Member of the Mississippi Senate from the 20th district
- In office November 21, 1997 – January 8, 2008
- Preceded by: Mike Gunn
- Succeeded by: Lee Yancey

Member of the Mississippi House of Representatives from the 59th district
- In office January 7, 1997 – November 20, 1997
- Preceded by: Phil Bryant
- Succeeded by: Clayton Smith

Personal details
- Born: March 6, 1956 (age 70) Eupora, Mississippi
- Party: Republican
- Alma mater: United States Air Force Academy (1978) Harvard Law School (1988)
- Profession: Attorney, politician

Military service
- Branch/service: Mississippi Air National Guard
- Battles/wars: Operation Desert Storm

= Charlie Ross (Mississippi politician) =

American politician

Charlie Ross is an American politician and attorney who lives in Brandon, Mississippi. He served as Senator from District 20 in the Mississippi Senate until 2007. District 20 comprises parts of Madison and Rankin Counties. Ross was first elected to the Senate in 1997 after serving as the representative from District 59 in the Mississippi House of Representatives. Prior to his legislative service, he served as the Chairman of the Rankin County Republican Executive Committee. In 2008, Ross ran for Congress in Mississippi's 3rd congressional district, but was defeated in the primary by Rankin County Republican Chairman Gregg Harper.

==Education and military service==

Ross grew up and attended high school in Eupora, Webster County, Mississippi. Ross is a 1978 graduate of the United States Air Force Academy, with a B.S. in economics. After the academy, he served on active duty as a fighter interceptor pilot. In 1991, he was activated and served as a C-141 pilot during Operation Desert Storm with the Mississippi Air National Guard. In 2007 the National Guard Association awarded Ross the Charles Dick Award.

==Legal career==
In 1988 Charlie obtained his J.D., with honors, from Harvard Law School.

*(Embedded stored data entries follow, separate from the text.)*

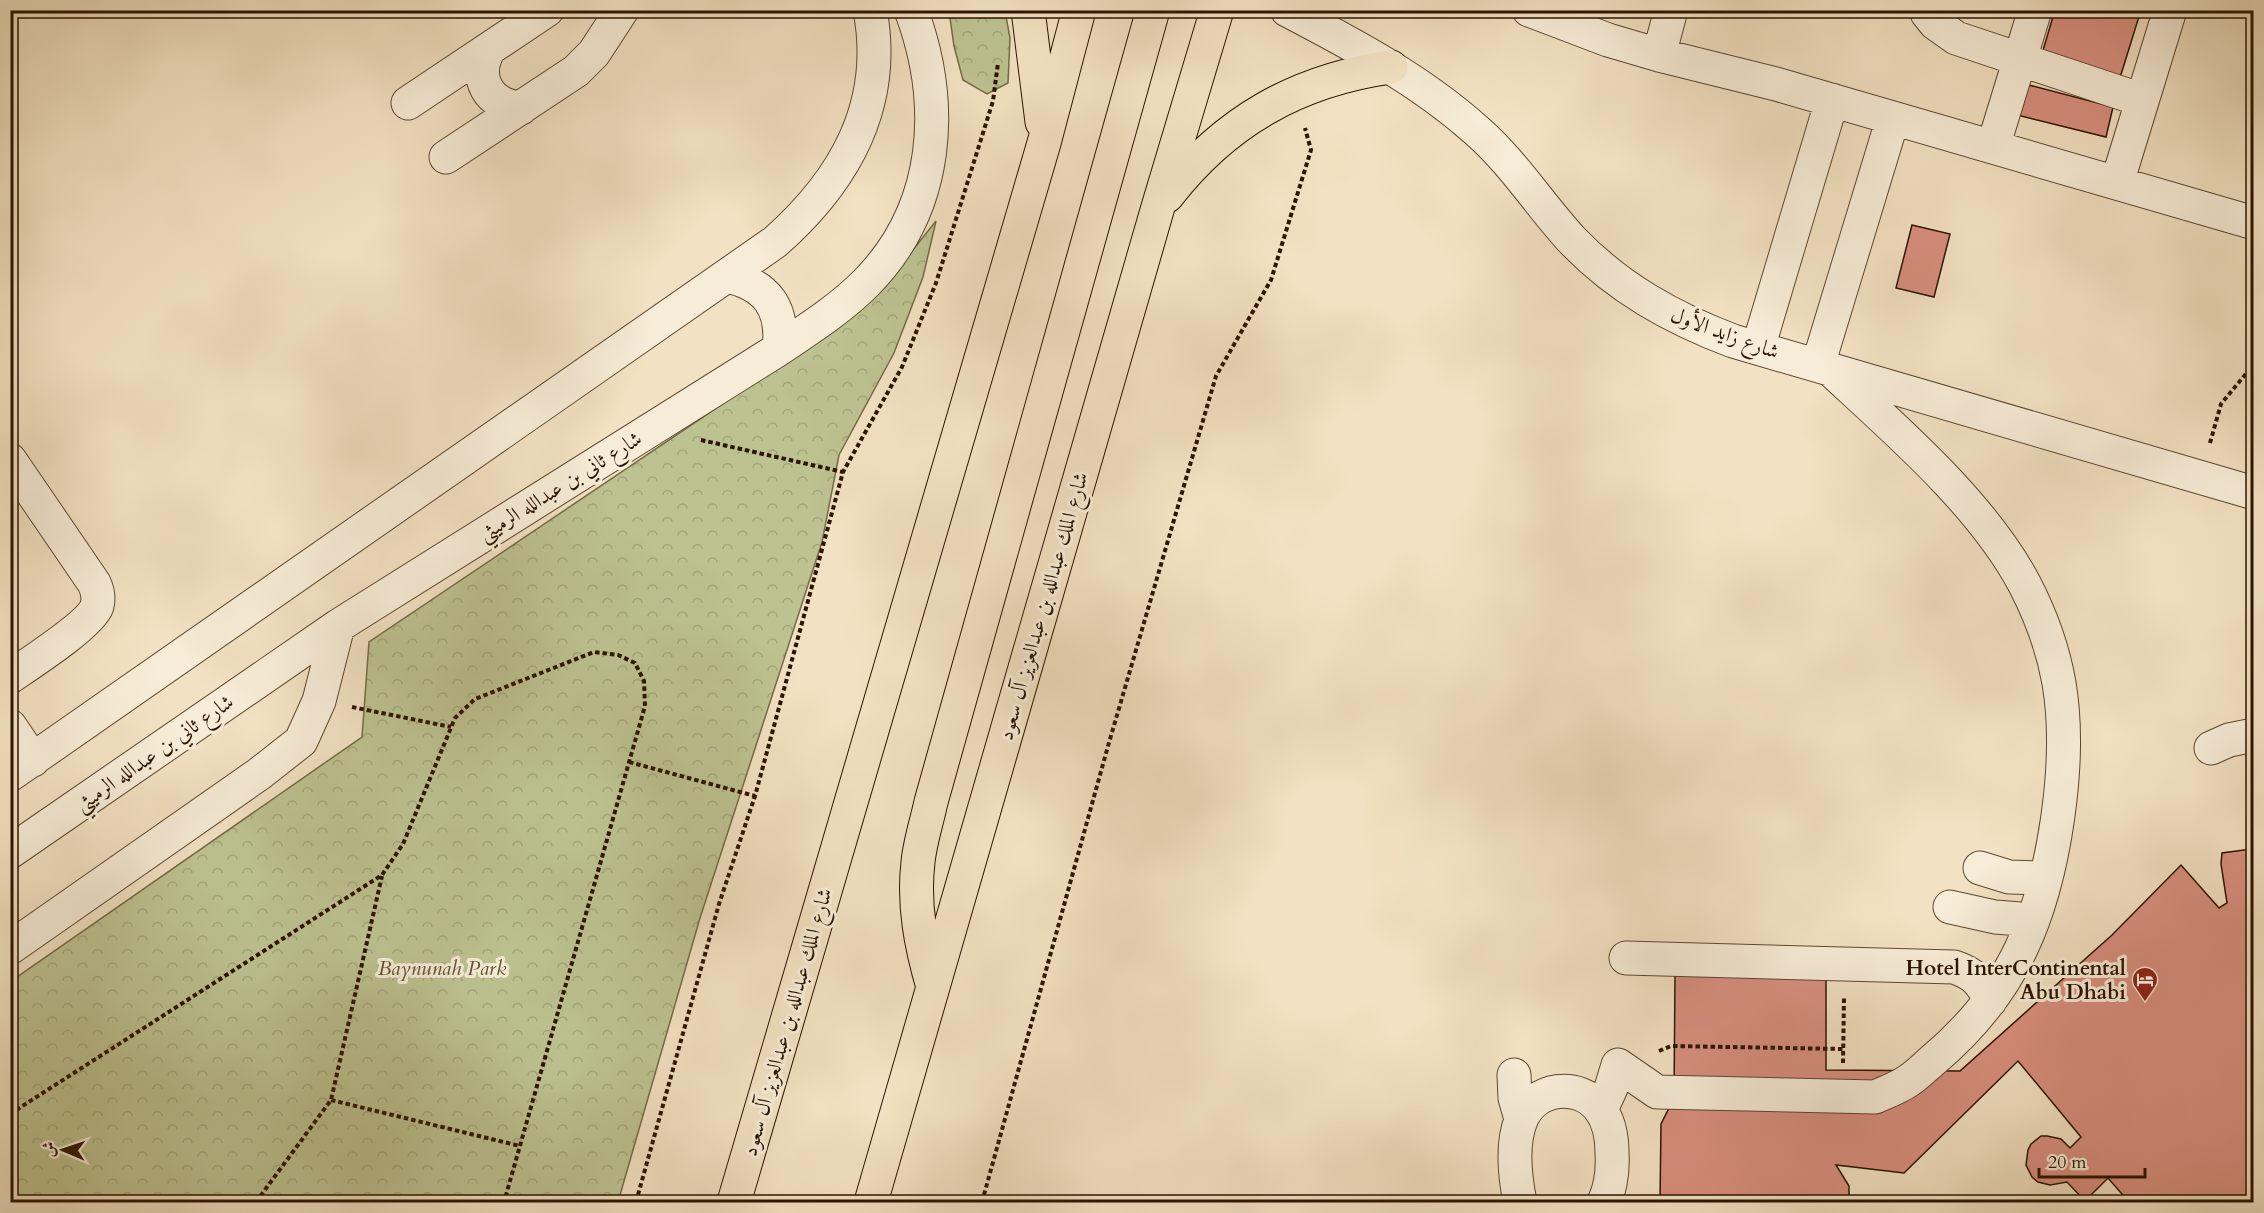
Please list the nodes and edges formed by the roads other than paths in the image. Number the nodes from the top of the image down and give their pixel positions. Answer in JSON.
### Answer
{"nodes":[{"id":1,"x":547,"y":10,"type":"edge"},
{"id":2,"x":622,"y":10,"type":"edge"},
{"id":3,"x":870,"y":10,"type":"edge"},
{"id":4,"x":911,"y":10,"type":"edge"},
{"id":5,"x":1028,"y":10,"type":"edge"},
{"id":6,"x":1079,"y":10,"type":"edge"},
{"id":7,"x":1153,"y":10,"type":"edge"},
{"id":8,"x":1217,"y":10,"type":"edge"},
{"id":9,"x":1287,"y":10,"type":"edge"},
{"id":10,"x":1530,"y":10,"type":"edge"},
{"id":11,"x":1671,"y":10,"type":"edge"},
{"id":12,"x":2035,"y":10,"type":"edge"},
{"id":13,"x":2169,"y":10,"type":"edge"},
{"id":14,"x":1922,"y":11,"type":"edge"},
{"id":15,"x":489,"y":49,"type":"junction"},
{"id":16,"x":1659,"y":55,"type":"junction"},
{"id":17,"x":2020,"y":59,"type":"junction"},
{"id":18,"x":1391,"y":67,"type":"junction"},
{"id":19,"x":1832,"y":100,"type":"junction"},
{"id":20,"x":2142,"y":100,"type":"junction"},
{"id":21,"x":408,"y":103,"type":"dead end"},
{"id":22,"x":521,"y":108,"type":"junction"},
{"id":23,"x":1893,"y":118,"type":"junction"},
{"id":24,"x":1044,"y":143,"type":"junction"},
{"id":25,"x":1993,"y":147,"type":"junction"},
{"id":26,"x":447,"y":157,"type":"dead end"},
{"id":27,"x":2117,"y":183,"type":"junction"},
{"id":28,"x":1158,"y":207,"type":"junction"},
{"id":29,"x":2253,"y":223,"type":"edge"},
{"id":30,"x":727,"y":276,"type":"junction"},
{"id":31,"x":1758,"y":348,"type":"junction"},
{"id":32,"x":779,"y":349,"type":"junction"},
{"id":33,"x":1825,"y":368,"type":"junction"},
{"id":34,"x":10,"y":460,"type":"edge"},
{"id":35,"x":2253,"y":493,"type":"edge"},
{"id":36,"x":338,"y":626,"type":"junction"},
{"id":37,"x":10,"y":677,"type":"edge"},
{"id":38,"x":10,"y":726,"type":"edge"},
{"id":39,"x":2253,"y":735,"type":"edge"},
{"id":40,"x":2211,"y":748,"type":"dead end"},
{"id":41,"x":22,"y":768,"type":"edge"},
{"id":42,"x":10,"y":852,"type":"edge"},
{"id":43,"x":1980,"y":868,"type":"dead end"},
{"id":44,"x":2045,"y":878,"type":"junction"},
{"id":45,"x":1950,"y":907,"type":"dead end"},
{"id":46,"x":2034,"y":920,"type":"junction"},
{"id":47,"x":10,"y":948,"type":"edge"},
{"id":48,"x":1626,"y":958,"type":"dead end"},
{"id":49,"x":933,"y":987,"type":"junction"},
{"id":50,"x":1990,"y":1001,"type":"junction"},
{"id":51,"x":1514,"y":1075,"type":"dead end"},
{"id":52,"x":1600,"y":1110,"type":"junction"},
{"id":53,"x":1521,"y":1119,"type":"junction"},
{"id":54,"x":734,"y":1203,"type":"edge"},
{"id":55,"x":871,"y":1203,"type":"edge"},
{"id":56,"x":1520,"y":1203,"type":"edge"},
{"id":57,"x":1604,"y":1203,"type":"edge"}],
"edges":[{"from":1,"to":15,"type":"street"},
{"from":2,"to":22,"type":"street"},
{"from":3,"to":30,"type":"street"},
{"from":4,"to":32,"type":"street","name":"شارع ثاني بن عبدالله الرميثي"},
{"from":5,"to":24,"type":"main road"},
{"from":6,"to":24,"type":"main road","name":"شارع الملك عبدالله بن عبدالعزيز آل سعود"},
{"from":7,"to":49,"type":"main road"},
{"from":8,"to":28,"type":"main road","name":"شارع الملك عبدالله بن عبدالعزيز آل سعود"},
{"from":9,"to":18,"type":"street","name":"شارع زايد الأول"},
{"from":10,"to":16,"type":"street"},
{"from":11,"to":16,"type":"street"},
{"from":12,"to":17,"type":"street"},
{"from":13,"to":20,"type":"street"},
{"from":14,"to":17,"type":"street"},
{"from":15,"to":21,"type":"street"},
{"from":15,"to":22,"type":"street"},
{"from":16,"to":19,"type":"street"},
{"from":17,"to":20,"type":"street"},
{"from":17,"to":25,"type":"street"},
{"from":18,"to":28,"type":"main road"},
{"from":18,"to":31,"type":"street","name":"شارع زايد الأول"},
{"from":19,"to":23,"type":"street"},
{"from":19,"to":31,"type":"street"},
{"from":20,"to":27,"type":"street"},
{"from":22,"to":26,"type":"street"},
{"from":23,"to":25,"type":"street"},
{"from":23,"to":33,"type":"street"},
{"from":24,"to":54,"type":"main road","name":"شارع الملك عبدالله بن عبدالعزيز آل سعود"},
{"from":25,"to":27,"type":"street"},
{"from":27,"to":29,"type":"street"},
{"from":28,"to":49,"type":"main road","name":"شارع الملك عبدالله بن عبدالعزيز آل سعود"},
{"from":30,"to":32,"type":"street"},
{"from":30,"to":41,"type":"street"},
{"from":31,"to":33,"type":"street","name":"شارع زايد الأول"},
{"from":32,"to":36,"type":"street","name":"شارع ثاني بن عبدالله الرميثي"},
{"from":33,"to":35,"type":"street","name":"شارع زايد الأول"},
{"from":33,"to":44,"type":"street"},
{"from":34,"to":37,"type":"street"},
{"from":36,"to":42,"type":"street","name":"شارع ثاني بن عبدالله الرميثي"},
{"from":36,"to":47,"type":"street"},
{"from":38,"to":41,"type":"street"},
{"from":39,"to":40,"type":"street"},
{"from":43,"to":44,"type":"street"},
{"from":44,"to":46,"type":"street"},
{"from":45,"to":46,"type":"street"},
{"from":46,"to":50,"type":"street"},
{"from":48,"to":50,"type":"street"},
{"from":49,"to":55,"type":"main road","name":"شارع الملك عبدالله بن عبدالعزيز آل سعود"},
{"from":50,"to":52,"type":"street"},
{"from":51,"to":53,"type":"street"},
{"from":52,"to":53,"type":"street"},
{"from":52,"to":57,"type":"street"},
{"from":53,"to":56,"type":"street"}]}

Ross maintains a full law practice, concentrating on civil litigation. He is a shareholder in the Jackson law firm of Wise Carter Child and Caraway. He is admitted to practice before all Mississippi courts, the Fifth Circuit Court of Appeals and the U.S. Supreme Court.

==Mississippi State Senate==
In the Mississippi Senate, Ross served as Chairman of the Judiciary A Committee, which handles a wide variety of legislative issues including civil justice matters. He also served on the Constitution, Elections, Environmental Protection, Executive Contingent Fund, Finance, Insurance, and the Veteran and Military Affairs committees.

===Tort reform===
In 2004, as Chairman of the Judiciary A Committee, Ross drafted the Comprehensive Tort Reform bill and was the leader in the Senate in the successful fight to pass the bill. Senator Merle Flowers (R-DeSoto) said, "Senator Charlie Ross’ leadership and knowledge of our civil justice system was crucial in the tort reform fight. Charlie knew what needed to be done, and he knew how to do it. Mississippi is fortunate to have a leader of his character and ability in the Senate."

The American Tort Reform Association (ATRA) presented Ross with the Civil Justice Achievement Award. Ross also served as the Public Sector Chairman of the Civil Justice Task Force of the American Legislative Exchange Council (ALEC), a national organization of state legislators and private sector members. In 2007, ALEC recognized Ross's legislative accomplishments by naming him Legislator of the Year. In 2007, the U.S. Chamber awarded Ross its Legislative Achievement Award.

==Personal life==
Ross and his family live in Rankin County. He and his family are members of Lakeside Presbyterian Church, where he serves as a Sunday school teacher. Ross and his wife, Sharon, have three sons: Andy, David, and Steven.